• Activity
From the entries that follow, extract each line holding the string "names".

• Material to process
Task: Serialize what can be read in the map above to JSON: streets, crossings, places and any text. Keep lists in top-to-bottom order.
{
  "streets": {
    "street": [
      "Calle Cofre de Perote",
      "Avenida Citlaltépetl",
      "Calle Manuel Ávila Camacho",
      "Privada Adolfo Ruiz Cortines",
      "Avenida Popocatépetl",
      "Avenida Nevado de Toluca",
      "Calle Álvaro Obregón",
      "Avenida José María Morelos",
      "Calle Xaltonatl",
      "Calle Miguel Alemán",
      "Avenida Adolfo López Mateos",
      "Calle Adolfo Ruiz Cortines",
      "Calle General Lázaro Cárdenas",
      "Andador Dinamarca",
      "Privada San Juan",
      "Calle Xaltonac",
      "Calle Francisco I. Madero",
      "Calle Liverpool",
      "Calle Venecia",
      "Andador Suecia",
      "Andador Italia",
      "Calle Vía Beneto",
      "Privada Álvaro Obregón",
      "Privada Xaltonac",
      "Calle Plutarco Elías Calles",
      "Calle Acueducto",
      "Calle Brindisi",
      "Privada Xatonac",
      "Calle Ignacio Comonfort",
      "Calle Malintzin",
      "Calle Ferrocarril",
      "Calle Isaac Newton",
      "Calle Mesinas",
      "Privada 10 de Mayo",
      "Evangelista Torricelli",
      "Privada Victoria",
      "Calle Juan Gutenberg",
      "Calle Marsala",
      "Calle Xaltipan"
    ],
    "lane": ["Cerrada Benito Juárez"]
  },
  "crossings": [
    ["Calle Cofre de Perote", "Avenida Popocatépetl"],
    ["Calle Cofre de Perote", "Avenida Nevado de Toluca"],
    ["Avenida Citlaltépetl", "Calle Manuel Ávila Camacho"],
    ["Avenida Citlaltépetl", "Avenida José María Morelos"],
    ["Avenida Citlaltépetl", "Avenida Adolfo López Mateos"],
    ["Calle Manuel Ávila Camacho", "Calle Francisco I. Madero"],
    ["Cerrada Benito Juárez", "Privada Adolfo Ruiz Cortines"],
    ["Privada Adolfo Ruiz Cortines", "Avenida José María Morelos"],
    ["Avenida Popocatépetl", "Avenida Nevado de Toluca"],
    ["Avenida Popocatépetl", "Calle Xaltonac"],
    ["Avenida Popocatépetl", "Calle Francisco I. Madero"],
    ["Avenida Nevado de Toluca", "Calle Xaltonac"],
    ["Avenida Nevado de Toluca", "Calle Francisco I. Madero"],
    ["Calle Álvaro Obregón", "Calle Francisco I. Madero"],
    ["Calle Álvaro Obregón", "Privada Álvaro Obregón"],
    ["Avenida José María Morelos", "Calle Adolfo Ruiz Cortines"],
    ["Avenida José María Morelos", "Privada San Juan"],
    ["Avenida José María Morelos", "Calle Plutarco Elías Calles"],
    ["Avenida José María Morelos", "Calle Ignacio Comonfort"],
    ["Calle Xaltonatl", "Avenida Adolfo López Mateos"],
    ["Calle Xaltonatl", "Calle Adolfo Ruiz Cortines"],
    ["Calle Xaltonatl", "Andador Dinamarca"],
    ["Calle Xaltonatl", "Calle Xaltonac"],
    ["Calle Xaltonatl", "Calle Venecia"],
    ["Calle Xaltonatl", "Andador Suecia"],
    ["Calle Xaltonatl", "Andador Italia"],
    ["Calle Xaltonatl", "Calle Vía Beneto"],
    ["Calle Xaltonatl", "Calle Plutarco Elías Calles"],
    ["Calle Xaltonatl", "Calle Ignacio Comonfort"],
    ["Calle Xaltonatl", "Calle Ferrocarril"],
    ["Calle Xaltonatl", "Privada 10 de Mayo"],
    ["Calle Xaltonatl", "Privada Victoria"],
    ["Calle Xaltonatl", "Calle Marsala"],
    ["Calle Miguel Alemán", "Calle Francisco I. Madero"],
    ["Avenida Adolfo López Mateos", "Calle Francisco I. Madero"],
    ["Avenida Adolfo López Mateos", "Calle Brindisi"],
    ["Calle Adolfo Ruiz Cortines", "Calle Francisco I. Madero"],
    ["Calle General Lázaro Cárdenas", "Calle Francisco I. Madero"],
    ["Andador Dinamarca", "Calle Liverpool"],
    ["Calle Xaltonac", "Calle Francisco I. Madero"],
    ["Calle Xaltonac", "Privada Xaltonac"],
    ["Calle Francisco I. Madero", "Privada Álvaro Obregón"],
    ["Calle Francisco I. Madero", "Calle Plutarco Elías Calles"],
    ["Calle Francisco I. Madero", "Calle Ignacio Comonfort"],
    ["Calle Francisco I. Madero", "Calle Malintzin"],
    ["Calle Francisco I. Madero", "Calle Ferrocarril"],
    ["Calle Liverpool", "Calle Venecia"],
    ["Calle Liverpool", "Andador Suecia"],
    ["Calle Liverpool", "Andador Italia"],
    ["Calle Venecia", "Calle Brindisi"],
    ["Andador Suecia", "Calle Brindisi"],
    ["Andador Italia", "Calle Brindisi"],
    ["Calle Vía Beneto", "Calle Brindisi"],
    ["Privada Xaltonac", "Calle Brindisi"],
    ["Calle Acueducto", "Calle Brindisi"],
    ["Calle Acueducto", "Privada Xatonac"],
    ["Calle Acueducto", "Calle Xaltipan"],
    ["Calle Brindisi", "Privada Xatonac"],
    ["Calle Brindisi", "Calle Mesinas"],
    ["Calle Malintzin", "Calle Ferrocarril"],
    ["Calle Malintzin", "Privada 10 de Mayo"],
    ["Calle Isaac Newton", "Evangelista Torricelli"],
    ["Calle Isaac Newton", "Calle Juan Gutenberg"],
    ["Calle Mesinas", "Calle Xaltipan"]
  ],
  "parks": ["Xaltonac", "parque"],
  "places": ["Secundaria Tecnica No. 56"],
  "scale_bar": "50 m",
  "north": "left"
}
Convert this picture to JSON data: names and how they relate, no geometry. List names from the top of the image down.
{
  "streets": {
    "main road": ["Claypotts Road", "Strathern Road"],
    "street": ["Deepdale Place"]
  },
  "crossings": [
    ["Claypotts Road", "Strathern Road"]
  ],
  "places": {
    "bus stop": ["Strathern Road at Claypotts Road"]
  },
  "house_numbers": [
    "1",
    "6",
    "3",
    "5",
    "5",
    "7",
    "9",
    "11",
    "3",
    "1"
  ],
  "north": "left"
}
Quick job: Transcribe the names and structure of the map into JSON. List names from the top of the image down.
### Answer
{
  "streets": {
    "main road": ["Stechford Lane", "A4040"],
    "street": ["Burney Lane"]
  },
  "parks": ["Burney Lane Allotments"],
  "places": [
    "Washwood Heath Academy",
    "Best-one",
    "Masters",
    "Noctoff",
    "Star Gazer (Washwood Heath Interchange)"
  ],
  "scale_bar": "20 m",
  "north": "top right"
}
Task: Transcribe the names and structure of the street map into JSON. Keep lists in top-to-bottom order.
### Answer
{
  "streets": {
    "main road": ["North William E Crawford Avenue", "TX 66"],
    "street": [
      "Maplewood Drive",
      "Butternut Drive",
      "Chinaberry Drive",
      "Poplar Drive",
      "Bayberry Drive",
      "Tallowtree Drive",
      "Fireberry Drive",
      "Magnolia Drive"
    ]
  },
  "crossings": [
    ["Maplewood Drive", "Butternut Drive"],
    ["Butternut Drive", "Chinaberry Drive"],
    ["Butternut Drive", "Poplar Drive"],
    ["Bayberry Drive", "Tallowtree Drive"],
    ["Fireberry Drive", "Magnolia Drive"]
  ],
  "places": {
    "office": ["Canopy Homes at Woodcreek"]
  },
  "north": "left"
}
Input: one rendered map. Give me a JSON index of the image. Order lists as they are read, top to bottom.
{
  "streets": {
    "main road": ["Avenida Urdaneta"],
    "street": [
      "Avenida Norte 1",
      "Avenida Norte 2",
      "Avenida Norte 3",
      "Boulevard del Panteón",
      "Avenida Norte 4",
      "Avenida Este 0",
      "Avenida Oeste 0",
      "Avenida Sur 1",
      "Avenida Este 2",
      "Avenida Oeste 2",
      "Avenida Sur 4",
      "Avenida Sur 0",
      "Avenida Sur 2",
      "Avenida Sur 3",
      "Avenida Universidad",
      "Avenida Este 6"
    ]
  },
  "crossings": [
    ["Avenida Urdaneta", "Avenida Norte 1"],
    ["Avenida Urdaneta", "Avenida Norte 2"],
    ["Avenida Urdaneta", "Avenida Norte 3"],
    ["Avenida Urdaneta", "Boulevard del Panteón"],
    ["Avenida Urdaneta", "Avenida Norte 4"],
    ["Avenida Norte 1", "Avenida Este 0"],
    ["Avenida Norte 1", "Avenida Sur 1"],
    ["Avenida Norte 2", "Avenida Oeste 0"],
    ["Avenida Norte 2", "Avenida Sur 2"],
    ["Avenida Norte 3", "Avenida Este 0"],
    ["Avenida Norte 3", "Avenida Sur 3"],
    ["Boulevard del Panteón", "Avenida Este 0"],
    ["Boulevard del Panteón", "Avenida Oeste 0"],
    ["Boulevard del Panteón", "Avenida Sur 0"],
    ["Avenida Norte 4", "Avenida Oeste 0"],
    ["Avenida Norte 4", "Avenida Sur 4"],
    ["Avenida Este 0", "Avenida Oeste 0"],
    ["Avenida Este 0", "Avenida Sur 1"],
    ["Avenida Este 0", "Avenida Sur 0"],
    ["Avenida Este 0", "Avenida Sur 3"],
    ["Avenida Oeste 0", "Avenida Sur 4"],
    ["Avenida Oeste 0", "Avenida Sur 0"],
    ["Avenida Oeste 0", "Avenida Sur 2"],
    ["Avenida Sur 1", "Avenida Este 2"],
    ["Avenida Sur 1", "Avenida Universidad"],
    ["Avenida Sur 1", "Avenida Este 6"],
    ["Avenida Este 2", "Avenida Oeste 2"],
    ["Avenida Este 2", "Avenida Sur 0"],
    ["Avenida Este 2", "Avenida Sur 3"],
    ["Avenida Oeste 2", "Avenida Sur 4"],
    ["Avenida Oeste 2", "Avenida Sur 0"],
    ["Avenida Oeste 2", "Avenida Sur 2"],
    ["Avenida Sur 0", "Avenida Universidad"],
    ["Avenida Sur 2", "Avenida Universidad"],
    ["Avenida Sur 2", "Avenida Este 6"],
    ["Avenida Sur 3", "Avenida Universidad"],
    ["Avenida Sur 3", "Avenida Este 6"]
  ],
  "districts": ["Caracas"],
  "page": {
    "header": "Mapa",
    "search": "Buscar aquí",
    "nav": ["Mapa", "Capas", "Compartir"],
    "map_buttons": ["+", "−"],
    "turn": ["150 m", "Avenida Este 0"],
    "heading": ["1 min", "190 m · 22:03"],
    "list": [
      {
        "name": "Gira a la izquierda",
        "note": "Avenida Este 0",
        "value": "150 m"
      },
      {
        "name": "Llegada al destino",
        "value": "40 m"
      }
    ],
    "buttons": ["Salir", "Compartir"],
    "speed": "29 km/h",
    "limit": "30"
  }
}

• Response to this task
Convert this picture to JSON data: names and how they relate, no geometry. List names from the top of the image down.
Quick job: Transcribe the names and structure of the map into JSON. List names from the top of the image down.
Task: Transcribe the names and structure of the street map into JSON. Keep lists in top-to-bottom order.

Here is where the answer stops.